形式→使用目的に応じて、形式が限定されてくる場合があります。
材質→鋳鉄製とか、ステンレス製とか、ナイロンコーティングとか。
背圧→ポンプ本体の内部にかかる圧力。高層の建物の場合に問題となってきます。
温度→取り扱う液体の温度に耐えられる構造のものを選ぶ必要があります。
付属品→防振架台や圧力計、連成計、呼び水漏斗、スモレンスキチャッキなど。


あと、電気設備との整合として、
電源電圧→100V、200V、400Vなど。
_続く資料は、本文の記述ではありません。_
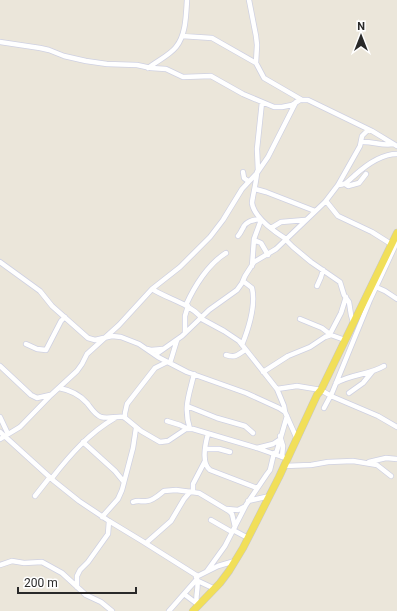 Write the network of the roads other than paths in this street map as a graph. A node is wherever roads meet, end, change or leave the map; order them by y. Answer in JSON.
{"nodes":[{"id":1,"x":186,"y":0,"type":"edge"},
{"id":2,"x":249,"y":0,"type":"edge"},
{"id":3,"x":182,"y":36,"type":"junction"},
{"id":4,"x":0,"y":42,"type":"edge"},
{"id":5,"x":256,"y":63,"type":"junction"},
{"id":6,"x":148,"y":68,"type":"junction"},
{"id":7,"x":302,"y":100,"type":"junction"},
{"id":8,"x":262,"y":102,"type":"junction"},
{"id":9,"x":296,"y":102,"type":"junction"},
{"id":10,"x":368,"y":130,"type":"junction"},
{"id":11,"x":361,"y":142,"type":"junction"},
{"id":12,"x":395,"y":145,"type":"edge"},
{"id":13,"x":397,"y":154,"type":"edge"},
{"id":14,"x":258,"y":171,"type":"junction"},
{"id":15,"x":243,"y":172,"type":"dead end"},
{"id":16,"x":366,"y":174,"type":"dead end"},
{"id":17,"x":248,"y":181,"type":"junction"},
{"id":18,"x":345,"y":184,"type":"junction"},
{"id":19,"x":338,"y":185,"type":"junction"},
{"id":20,"x":255,"y":189,"type":"junction"},
{"id":21,"x":326,"y":201,"type":"junction"},
{"id":22,"x":314,"y":211,"type":"junction"},
{"id":23,"x":260,"y":219,"type":"junction"},
{"id":24,"x":304,"y":220,"type":"junction"},
{"id":25,"x":271,"y":228,"type":"junction"},
{"id":26,"x":397,"y":233,"type":"edge"},
{"id":27,"x":238,"y":236,"type":"dead end"},
{"id":28,"x":254,"y":240,"type":"junction"},
{"id":29,"x":286,"y":240,"type":"junction"},
{"id":30,"x":394,"y":243,"type":"edge"},
{"id":31,"x":392,"y":252,"type":"junction"},
{"id":32,"x":226,"y":253,"type":"dead end"},
{"id":33,"x":268,"y":255,"type":"junction"},
{"id":34,"x":397,"y":255,"type":"edge"},
{"id":35,"x":0,"y":262,"type":"edge"},
{"id":36,"x":252,"y":266,"type":"junction"},
{"id":37,"x":323,"y":270,"type":"junction"},
{"id":38,"x":243,"y":280,"type":"junction"},
{"id":39,"x":316,"y":286,"type":"dead end"},
{"id":40,"x":376,"y":287,"type":"junction"},
{"id":41,"x":152,"y":289,"type":"junction"},
{"id":42,"x":346,"y":297,"type":"junction"},
{"id":43,"x":397,"y":299,"type":"edge"},
{"id":44,"x":187,"y":306,"type":"junction"},
{"id":45,"x":65,"y":317,"type":"junction"},
{"id":46,"x":201,"y":318,"type":"junction"},
{"id":47,"x":300,"y":319,"type":"dead end"},
{"id":48,"x":353,"y":322,"type":"junction"},
{"id":49,"x":185,"y":333,"type":"junction"},
{"id":50,"x":330,"y":335,"type":"junction"},
{"id":51,"x":104,"y":339,"type":"junction"},
{"id":52,"x":177,"y":340,"type":"junction"},
{"id":53,"x":345,"y":340,"type":"junction"},
{"id":54,"x":26,"y":344,"type":"dead end"},
{"id":55,"x":144,"y":347,"type":"junction"},
{"id":56,"x":243,"y":347,"type":"junction"},
{"id":57,"x":164,"y":349,"type":"junction"},
{"id":58,"x":226,"y":355,"type":"dead end"},
{"id":59,"x":156,"y":356,"type":"junction"},
{"id":60,"x":169,"y":362,"type":"junction"},
{"id":61,"x":0,"y":366,"type":"edge"},
{"id":62,"x":384,"y":366,"type":"dead end"},
{"id":63,"x":157,"y":367,"type":"junction"},
{"id":64,"x":341,"y":370,"type":"junction"},
{"id":65,"x":263,"y":372,"type":"junction"},
{"id":66,"x":372,"y":372,"type":"junction"},
{"id":67,"x":194,"y":374,"type":"junction"},
{"id":68,"x":349,"y":378,"type":"junction"},
{"id":69,"x":336,"y":383,"type":"junction"},
{"id":70,"x":59,"y":388,"type":"junction"},
{"id":71,"x":277,"y":389,"type":"junction"},
{"id":72,"x":321,"y":390,"type":"junction"},
{"id":73,"x":349,"y":393,"type":"dead end"},
{"id":74,"x":51,"y":395,"type":"junction"},
{"id":75,"x":331,"y":396,"type":"junction"},
{"id":76,"x":187,"y":406,"type":"junction"},
{"id":77,"x":324,"y":408,"type":"dead end"},
{"id":78,"x":286,"y":414,"type":"junction"},
{"id":79,"x":0,"y":417,"type":"edge"},
{"id":80,"x":116,"y":417,"type":"junction"},
{"id":81,"x":125,"y":418,"type":"junction"},
{"id":82,"x":167,"y":421,"type":"dead end"},
{"id":83,"x":397,"y":427,"type":"edge"},
{"id":84,"x":136,"y":428,"type":"junction"},
{"id":85,"x":189,"y":429,"type":"junction"},
{"id":86,"x":0,"y":432,"type":"edge"},
{"id":87,"x":253,"y":432,"type":"dead end"},
{"id":88,"x":208,"y":434,"type":"junction"},
{"id":89,"x":4,"y":436,"type":"edge"},
{"id":90,"x":280,"y":438,"type":"junction"},
{"id":91,"x":297,"y":440,"type":"junction"},
{"id":92,"x":83,"y":442,"type":"junction"},
{"id":93,"x":256,"y":448,"type":"junction"},
{"id":94,"x":205,"y":449,"type":"junction"},
{"id":95,"x":230,"y":452,"type":"dead end"},
{"id":96,"x":275,"y":454,"type":"junction"},
{"id":97,"x":285,"y":458,"type":"junction"},
{"id":98,"x":397,"y":459,"type":"edge"},
{"id":99,"x":205,"y":461,"type":"junction"},
{"id":100,"x":367,"y":463,"type":"junction"},
{"id":101,"x":284,"y":466,"type":"junction"},
{"id":102,"x":391,"y":476,"type":"dead end"},
{"id":103,"x":51,"y":478,"type":"junction"},
{"id":104,"x":124,"y":482,"type":"junction"},
{"id":105,"x":257,"y":488,"type":"junction"},
{"id":106,"x":191,"y":492,"type":"junction"},
{"id":107,"x":35,"y":496,"type":"dead end"},
{"id":108,"x":270,"y":496,"type":"junction"},
{"id":109,"x":248,"y":501,"type":"junction"},
{"id":110,"x":133,"y":502,"type":"dead end"},
{"id":111,"x":244,"y":507,"type":"junction"},
{"id":112,"x":226,"y":508,"type":"junction"},
{"id":113,"x":102,"y":517,"type":"junction"},
{"id":114,"x":211,"y":520,"type":"dead end"},
{"id":115,"x":108,"y":521,"type":"junction"},
{"id":116,"x":233,"y":530,"type":"junction"},
{"id":117,"x":248,"y":538,"type":"junction"},
{"id":118,"x":146,"y":543,"type":"junction"},
{"id":119,"x":235,"y":561,"type":"junction"},
{"id":120,"x":0,"y":565,"type":"edge"},
{"id":121,"x":207,"y":571,"type":"junction"},
{"id":122,"x":197,"y":579,"type":"junction"},
{"id":123,"x":77,"y":587,"type":"junction"},
{"id":124,"x":215,"y":588,"type":"junction"},
{"id":125,"x":184,"y":594,"type":"junction"},
{"id":126,"x":195,"y":606,"type":"edge"},
{"id":127,"x":112,"y":611,"type":"edge"},
{"id":128,"x":169,"y":611,"type":"edge"}],
"edges":[{"from":1,"to":3,"type":"street"},
{"from":2,"to":5,"type":"street"},
{"from":3,"to":5,"type":"street"},
{"from":3,"to":6,"type":"street"},
{"from":4,"to":6,"type":"street"},
{"from":5,"to":7,"type":"street"},
{"from":6,"to":8,"type":"street"},
{"from":7,"to":9,"type":"street"},
{"from":7,"to":10,"type":"street"},
{"from":8,"to":9,"type":"street"},
{"from":8,"to":14,"type":"street"},
{"from":9,"to":14,"type":"street"},
{"from":10,"to":11,"type":"street"},
{"from":10,"to":12,"type":"street"},
{"from":11,"to":12,"type":"street"},
{"from":11,"to":19,"type":"street"},
{"from":13,"to":18,"type":"street"},
{"from":14,"to":17,"type":"street"},
{"from":14,"to":20,"type":"street"},
{"from":15,"to":17,"type":"street"},
{"from":16,"to":18,"type":"street"},
{"from":17,"to":41,"type":"street"},
{"from":18,"to":19,"type":"street"},
{"from":19,"to":21,"type":"street"},
{"from":20,"to":22,"type":"street"},
{"from":20,"to":23,"type":"street"},
{"from":21,"to":22,"type":"street"},
{"from":21,"to":30,"type":"street"},
{"from":22,"to":24,"type":"street"},
{"from":23,"to":25,"type":"street"},
{"from":23,"to":27,"type":"street"},
{"from":23,"to":28,"type":"street"},
{"from":24,"to":25,"type":"street"},
{"from":24,"to":29,"type":"street"},
{"from":25,"to":29,"type":"street"},
{"from":26,"to":30,"type":"main road"},
{"from":28,"to":33,"type":"street"},
{"from":28,"to":36,"type":"street"},
{"from":29,"to":33,"type":"street"},
{"from":29,"to":37,"type":"street"},
{"from":30,"to":31,"type":"street"},
{"from":30,"to":48,"type":"main road"},
{"from":31,"to":34,"type":"street"},
{"from":31,"to":40,"type":"street"},
{"from":32,"to":44,"type":"street"},
{"from":33,"to":36,"type":"street"},
{"from":35,"to":45,"type":"street"},
{"from":36,"to":38,"type":"street"},
{"from":37,"to":39,"type":"street"},
{"from":37,"to":42,"type":"street"},
{"from":38,"to":46,"type":"street"},
{"from":38,"to":56,"type":"street"},
{"from":40,"to":43,"type":"street"},
{"from":40,"to":64,"type":"street"},
{"from":41,"to":44,"type":"street"},
{"from":41,"to":51,"type":"street"},
{"from":42,"to":48,"type":"street"},
{"from":42,"to":50,"type":"street"},
{"from":44,"to":46,"type":"street"},
{"from":44,"to":49,"type":"street"},
{"from":45,"to":51,"type":"street"},
{"from":45,"to":54,"type":"street"},
{"from":46,"to":49,"type":"street"},
{"from":46,"to":56,"type":"street"},
{"from":47,"to":50,"type":"street"},
{"from":48,"to":53,"type":"main road"},
{"from":49,"to":52,"type":"street"},
{"from":50,"to":53,"type":"street"},
{"from":50,"to":65,"type":"street"},
{"from":51,"to":55,"type":"street"},
{"from":51,"to":70,"type":"street"},
{"from":52,"to":57,"type":"street"},
{"from":52,"to":60,"type":"street"},
{"from":53,"to":72,"type":"main road"},
{"from":55,"to":57,"type":"street"},
{"from":55,"to":59,"type":"street"},
{"from":56,"to":58,"type":"street"},
{"from":56,"to":65,"type":"street"},
{"from":57,"to":59,"type":"street"},
{"from":59,"to":60,"type":"street"},
{"from":59,"to":63,"type":"street"},
{"from":60,"to":63,"type":"street"},
{"from":60,"to":67,"type":"street"},
{"from":61,"to":74,"type":"street"},
{"from":62,"to":66,"type":"street"},
{"from":63,"to":81,"type":"street"},
{"from":64,"to":68,"type":"street"},
{"from":64,"to":69,"type":"street"},
{"from":65,"to":71,"type":"street"},
{"from":66,"to":68,"type":"street"},
{"from":66,"to":73,"type":"street"},
{"from":67,"to":76,"type":"street"},
{"from":67,"to":78,"type":"street"},
{"from":68,"to":69,"type":"street"},
{"from":69,"to":75,"type":"street"},
{"from":70,"to":74,"type":"street"},
{"from":70,"to":80,"type":"street"},
{"from":71,"to":72,"type":"street"},
{"from":71,"to":78,"type":"street"},
{"from":72,"to":75,"type":"street"},
{"from":72,"to":91,"type":"main road"},
{"from":74,"to":89,"type":"street"},
{"from":75,"to":77,"type":"street"},
{"from":75,"to":83,"type":"street"},
{"from":76,"to":85,"type":"street"},
{"from":76,"to":87,"type":"street"},
{"from":78,"to":90,"type":"street"},
{"from":78,"to":91,"type":"street"},
{"from":79,"to":89,"type":"street"},
{"from":80,"to":81,"type":"street"},
{"from":80,"to":92,"type":"street"},
{"from":81,"to":84,"type":"street"},
{"from":82,"to":85,"type":"street"},
{"from":84,"to":85,"type":"street"},
{"from":84,"to":104,"type":"street"},
{"from":85,"to":88,"type":"street"},
{"from":86,"to":89,"type":"street"},
{"from":88,"to":93,"type":"street"},
{"from":88,"to":94,"type":"street"},
{"from":89,"to":103,"type":"street"},
{"from":90,"to":93,"type":"street"},
{"from":90,"to":96,"type":"street"},
{"from":90,"to":97,"type":"street"},
{"from":91,"to":97,"type":"main road"},
{"from":92,"to":103,"type":"street"},
{"from":92,"to":104,"type":"street"},
{"from":93,"to":96,"type":"street"},
{"from":94,"to":95,"type":"street"},
{"from":94,"to":99,"type":"street"},
{"from":96,"to":97,"type":"street"},
{"from":96,"to":105,"type":"street"},
{"from":97,"to":101,"type":"main road"},
{"from":98,"to":100,"type":"street"},
{"from":99,"to":105,"type":"street"},
{"from":99,"to":106,"type":"street"},
{"from":100,"to":101,"type":"street"},
{"from":100,"to":102,"type":"street"},
{"from":101,"to":108,"type":"main road"},
{"from":103,"to":107,"type":"street"},
{"from":103,"to":113,"type":"street"},
{"from":104,"to":113,"type":"street"},
{"from":105,"to":109,"type":"street"},
{"from":106,"to":110,"type":"street"},
{"from":106,"to":112,"type":"street"},
{"from":106,"to":118,"type":"street"},
{"from":108,"to":109,"type":"street"},
{"from":108,"to":117,"type":"main road"},
{"from":109,"to":111,"type":"street"},
{"from":111,"to":112,"type":"street"},
{"from":111,"to":116,"type":"street"},
{"from":112,"to":116,"type":"street"},
{"from":113,"to":115,"type":"street"},
{"from":114,"to":116,"type":"street"},
{"from":115,"to":118,"type":"street"},
{"from":115,"to":123,"type":"street"},
{"from":116,"to":117,"type":"street"},
{"from":116,"to":121,"type":"street"},
{"from":117,"to":119,"type":"main road"},
{"from":118,"to":122,"type":"street"},
{"from":119,"to":121,"type":"street"},
{"from":119,"to":124,"type":"main road"},
{"from":120,"to":123,"type":"street"},
{"from":121,"to":122,"type":"street"},
{"from":122,"to":124,"type":"street"},
{"from":122,"to":125,"type":"street"},
{"from":122,"to":126,"type":"street"},
{"from":123,"to":127,"type":"street"},
{"from":124,"to":126,"type":"main road"},
{"from":125,"to":126,"type":"street"},
{"from":125,"to":128,"type":"street"}]}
インバーター使用も。
起動方式→直入、スターデルタ、リアクトルなど。
インターロック→他機器との関係

などを気にする必要があります。


設備の設計図で想定していたのと違うメーカー製のものを採用した場合、設計図とは動力値が違う場合もありますから、動力盤の変更をしなくてはならなくなります。


そういうわけで、「とにかく設計図の通り」つくったのではダメなことがあります。

ですから、作るほうも監理するほうも、システムを理解して、ほんとうにふさわしいものを選定し、承諾していかなくてはならないのです。


本項では「ポンプ」を取り上げましたが、各種機器類、すべてについて同様のことが言えます。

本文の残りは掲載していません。